One aspect of testing effective cores is that individual program performance is not as important as multiple program performance. That is, getting the best performance on the test is secondary to running multiple copies. The series of tests measure how well a server scales as more programs are run. Of course, this test could be considered a "worst" case scenario because In the case of an MPI program run on multi-core this is exactly what happens. Example results are reported in Table One below for a dual 6-core Intel Xeon (Gulftown) server. Note that even though there are 12 total cores, I ran up to 16 copies of each program.

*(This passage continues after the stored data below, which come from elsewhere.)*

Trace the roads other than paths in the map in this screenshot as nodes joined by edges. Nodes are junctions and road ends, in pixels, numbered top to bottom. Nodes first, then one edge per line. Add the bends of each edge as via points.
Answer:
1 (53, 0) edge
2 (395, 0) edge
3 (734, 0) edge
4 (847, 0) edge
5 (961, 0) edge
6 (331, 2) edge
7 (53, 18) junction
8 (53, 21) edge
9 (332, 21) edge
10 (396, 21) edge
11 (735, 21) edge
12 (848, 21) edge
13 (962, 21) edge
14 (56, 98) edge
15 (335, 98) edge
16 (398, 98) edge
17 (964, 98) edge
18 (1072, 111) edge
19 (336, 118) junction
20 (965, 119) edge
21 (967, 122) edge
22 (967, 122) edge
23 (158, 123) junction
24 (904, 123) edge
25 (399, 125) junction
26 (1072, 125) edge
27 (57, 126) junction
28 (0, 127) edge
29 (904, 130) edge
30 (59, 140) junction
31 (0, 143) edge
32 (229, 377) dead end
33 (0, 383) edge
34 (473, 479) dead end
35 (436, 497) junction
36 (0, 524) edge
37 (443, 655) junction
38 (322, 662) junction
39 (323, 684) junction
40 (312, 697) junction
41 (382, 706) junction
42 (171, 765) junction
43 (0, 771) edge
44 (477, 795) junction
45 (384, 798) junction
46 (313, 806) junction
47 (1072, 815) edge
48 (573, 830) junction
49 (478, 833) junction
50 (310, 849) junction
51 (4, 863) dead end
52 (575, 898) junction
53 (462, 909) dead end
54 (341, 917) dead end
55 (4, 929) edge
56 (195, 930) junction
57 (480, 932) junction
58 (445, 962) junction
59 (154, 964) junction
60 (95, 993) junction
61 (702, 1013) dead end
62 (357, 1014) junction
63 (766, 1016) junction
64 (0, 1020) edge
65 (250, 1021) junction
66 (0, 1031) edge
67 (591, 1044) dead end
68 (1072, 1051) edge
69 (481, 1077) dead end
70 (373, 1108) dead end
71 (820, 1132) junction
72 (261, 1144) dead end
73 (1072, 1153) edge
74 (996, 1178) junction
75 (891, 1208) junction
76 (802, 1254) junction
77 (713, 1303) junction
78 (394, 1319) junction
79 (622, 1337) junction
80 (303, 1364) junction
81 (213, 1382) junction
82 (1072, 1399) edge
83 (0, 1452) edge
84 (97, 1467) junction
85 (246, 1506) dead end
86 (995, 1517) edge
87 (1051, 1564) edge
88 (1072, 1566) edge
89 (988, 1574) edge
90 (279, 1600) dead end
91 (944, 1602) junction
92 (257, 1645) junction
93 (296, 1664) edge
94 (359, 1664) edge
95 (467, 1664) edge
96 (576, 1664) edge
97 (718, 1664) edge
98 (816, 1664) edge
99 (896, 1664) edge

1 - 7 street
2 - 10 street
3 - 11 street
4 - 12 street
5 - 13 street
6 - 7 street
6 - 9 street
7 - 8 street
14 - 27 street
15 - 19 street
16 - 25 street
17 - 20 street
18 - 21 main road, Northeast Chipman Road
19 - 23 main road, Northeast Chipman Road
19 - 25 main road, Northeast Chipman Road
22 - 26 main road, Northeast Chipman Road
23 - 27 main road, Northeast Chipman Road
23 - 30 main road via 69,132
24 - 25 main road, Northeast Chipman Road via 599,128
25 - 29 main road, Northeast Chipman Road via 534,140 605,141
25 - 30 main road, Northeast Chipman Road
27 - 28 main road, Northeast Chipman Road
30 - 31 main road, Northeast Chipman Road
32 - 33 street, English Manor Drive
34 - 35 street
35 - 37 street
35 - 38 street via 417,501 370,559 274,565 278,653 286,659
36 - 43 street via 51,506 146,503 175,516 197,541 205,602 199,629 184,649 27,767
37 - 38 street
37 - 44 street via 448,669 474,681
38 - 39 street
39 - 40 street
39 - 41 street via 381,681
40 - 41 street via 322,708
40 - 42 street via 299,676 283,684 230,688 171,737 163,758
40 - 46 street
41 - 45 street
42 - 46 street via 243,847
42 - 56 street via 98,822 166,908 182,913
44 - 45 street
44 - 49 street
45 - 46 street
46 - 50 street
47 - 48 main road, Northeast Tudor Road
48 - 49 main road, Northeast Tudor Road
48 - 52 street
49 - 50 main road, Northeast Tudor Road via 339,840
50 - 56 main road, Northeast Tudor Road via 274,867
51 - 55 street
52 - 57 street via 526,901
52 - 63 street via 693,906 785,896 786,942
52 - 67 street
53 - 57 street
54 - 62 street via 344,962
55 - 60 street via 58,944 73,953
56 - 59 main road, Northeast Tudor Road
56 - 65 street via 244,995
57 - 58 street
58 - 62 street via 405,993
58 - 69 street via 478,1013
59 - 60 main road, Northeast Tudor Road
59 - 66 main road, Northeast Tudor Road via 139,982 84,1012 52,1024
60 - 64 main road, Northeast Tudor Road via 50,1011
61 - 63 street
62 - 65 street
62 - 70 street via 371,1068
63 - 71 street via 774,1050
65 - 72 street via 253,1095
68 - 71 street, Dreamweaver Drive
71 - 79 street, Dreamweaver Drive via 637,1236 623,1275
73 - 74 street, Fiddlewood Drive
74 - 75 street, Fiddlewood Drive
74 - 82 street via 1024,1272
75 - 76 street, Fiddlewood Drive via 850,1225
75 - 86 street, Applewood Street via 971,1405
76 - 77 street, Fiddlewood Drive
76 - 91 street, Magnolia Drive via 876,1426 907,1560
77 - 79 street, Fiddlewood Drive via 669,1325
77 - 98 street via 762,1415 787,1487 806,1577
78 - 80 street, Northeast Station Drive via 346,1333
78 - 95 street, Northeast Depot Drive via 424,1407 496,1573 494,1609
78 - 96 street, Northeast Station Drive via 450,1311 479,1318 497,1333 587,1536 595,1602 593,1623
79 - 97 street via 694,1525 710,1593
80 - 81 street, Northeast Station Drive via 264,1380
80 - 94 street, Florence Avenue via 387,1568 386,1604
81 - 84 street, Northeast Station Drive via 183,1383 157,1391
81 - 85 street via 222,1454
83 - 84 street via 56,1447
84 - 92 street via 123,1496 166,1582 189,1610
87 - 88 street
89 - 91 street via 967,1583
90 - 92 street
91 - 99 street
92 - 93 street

Test	2 copies	4 copies	8 copies	12 copies	16 copies
cg	2.0	3.4	5.7	6.6	7.7
bt	2.0	3.2	4.6	4.8	4.9
ep	2.0	3.9	7.8	11.8	12.7
ft	2.0	3.8	7.1	8.9	11.0
is	2.0	4.0	7.8	11.2	14.8
lu	2.0	3.9	6.5	6.1	6.7
sp	2.0	3.7	5.1	5.4	5.7
mg	2.0	3.8	6.4	6.6	9.1
Ave	2.0	3.7	6.4	7.7	9.1

Table One: Effective Cores for a 12-way Intel Xeon (Gulftown) SMP
server running the NAS suite

One way to interpret the results is to assume "effective cores" or how many cores actually get utilized on the processor. The under utilization is due to memory contention. In the table above, results are pretty good across the board up to 8 copies. Running 12 copies we start to see the performance level off for some programs while others keep improving. At 16 copies, most programs see some improvement, but this is probably the limit of effective cores for this system.

The tests were run a second time to see the if there were any benefit to using Simultaneous Multithreading or SMT. Once enabled in the BIOS SMT doubles the number of cores seen by the OS. While many people may recall Hyper Threading (HT), SMT is supposed to be better and help hide memory latency. That is, while a core is waiting for memory access, it can in theory be running another "thread." This technique may be very helpful with I/O issues as well, however, most HPC applications hit the memory floating point unit hard -- of which there are only twelve.

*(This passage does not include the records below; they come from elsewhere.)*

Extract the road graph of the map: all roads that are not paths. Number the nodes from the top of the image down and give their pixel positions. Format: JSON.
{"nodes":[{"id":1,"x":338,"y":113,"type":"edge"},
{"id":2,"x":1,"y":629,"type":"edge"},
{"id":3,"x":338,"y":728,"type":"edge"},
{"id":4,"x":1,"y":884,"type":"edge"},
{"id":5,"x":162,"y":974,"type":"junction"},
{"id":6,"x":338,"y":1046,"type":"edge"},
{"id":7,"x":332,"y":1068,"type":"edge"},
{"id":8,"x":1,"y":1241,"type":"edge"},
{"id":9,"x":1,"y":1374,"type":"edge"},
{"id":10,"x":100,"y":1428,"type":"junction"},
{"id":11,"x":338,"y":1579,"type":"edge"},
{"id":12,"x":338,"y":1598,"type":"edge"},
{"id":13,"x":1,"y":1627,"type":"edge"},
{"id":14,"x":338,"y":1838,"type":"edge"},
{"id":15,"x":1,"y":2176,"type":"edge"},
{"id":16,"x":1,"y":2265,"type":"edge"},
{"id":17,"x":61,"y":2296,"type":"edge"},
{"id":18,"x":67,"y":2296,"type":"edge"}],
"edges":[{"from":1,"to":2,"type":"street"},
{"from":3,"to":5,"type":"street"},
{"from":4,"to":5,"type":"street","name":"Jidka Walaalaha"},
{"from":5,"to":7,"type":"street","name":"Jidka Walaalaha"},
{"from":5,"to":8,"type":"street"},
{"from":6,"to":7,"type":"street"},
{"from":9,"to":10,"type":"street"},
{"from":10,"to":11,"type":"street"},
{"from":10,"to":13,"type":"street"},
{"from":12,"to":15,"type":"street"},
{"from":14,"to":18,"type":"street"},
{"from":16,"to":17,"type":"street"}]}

SMT was turned on and the 12-way and 16-way effective core tests were re-run. Only the 12 and 16-way tests were deemed important because SMT should have little effect if the number of processes used is less than the number of real cores. The results are in Table Two below. The 16-way results should be most telling because the real cores are over subscribed by 4 processes. With the exception of the ep benchmark, there does not seem to be any advantage to using SMT. Indeed, some benchmarks saw a decrease in effective cores. ep is more processor bound and thus shows a nice performance boost. As expected, there was no improvement when running the 12 core test using SMT.

Test	12 copies	12 copies (SMT)	16 copies	16 copies (SMT)
cg	6.6	6.6	7.7	7.8
bt	4.8	4.8	4.9	5.4
ep	11.8	11.7	12.7	14.0
ft	8.9	8.9	11.0	10.4
lu	6.1	6.0	6.7	6.7
is	11.2	11.0	14.8	12.6
sp	5.4	5.5	5.7	6.4
mg	6.6	6.5	9.1	7.9
Ave	7.7	7.6	9.1	8.9

Table Two: Effective Cores for a 12-way Intel Xeon (Gulftown) SMP server running
the NAS suite with SMT enabled

In general, SMT does not appear to hurt anything as long as you don't oversubscribe the actual number of cores. It may allow daemons and other such background processes to work better on compute nodes, but I don't see it making a huge difference (this assumption should be tested with your code, however).

The above results range from 41%-98% efficiency with the average utilization for all tests of 64%. Thus, on average, you can expect to effectively use 7.7 cores out of the 12 present in the server for applications similar to the NAS kernels.

A Single Socket Redux?

In contrast to these results above, consider similar tests done on a number of 4-core single socket processors where the best case performance ranged from 50%-100% and the average utilization was 74%. On average, one can expect to effectively use 3 out of 4 cores.

The variation is due to memory bandwidth of each system. In general, more cores means more sharing of memory and more possible contention. Cache friendly programs usually scale well on multi-core, while those that rely on heavy access to main memory have the most difficulty with large multi-core systems.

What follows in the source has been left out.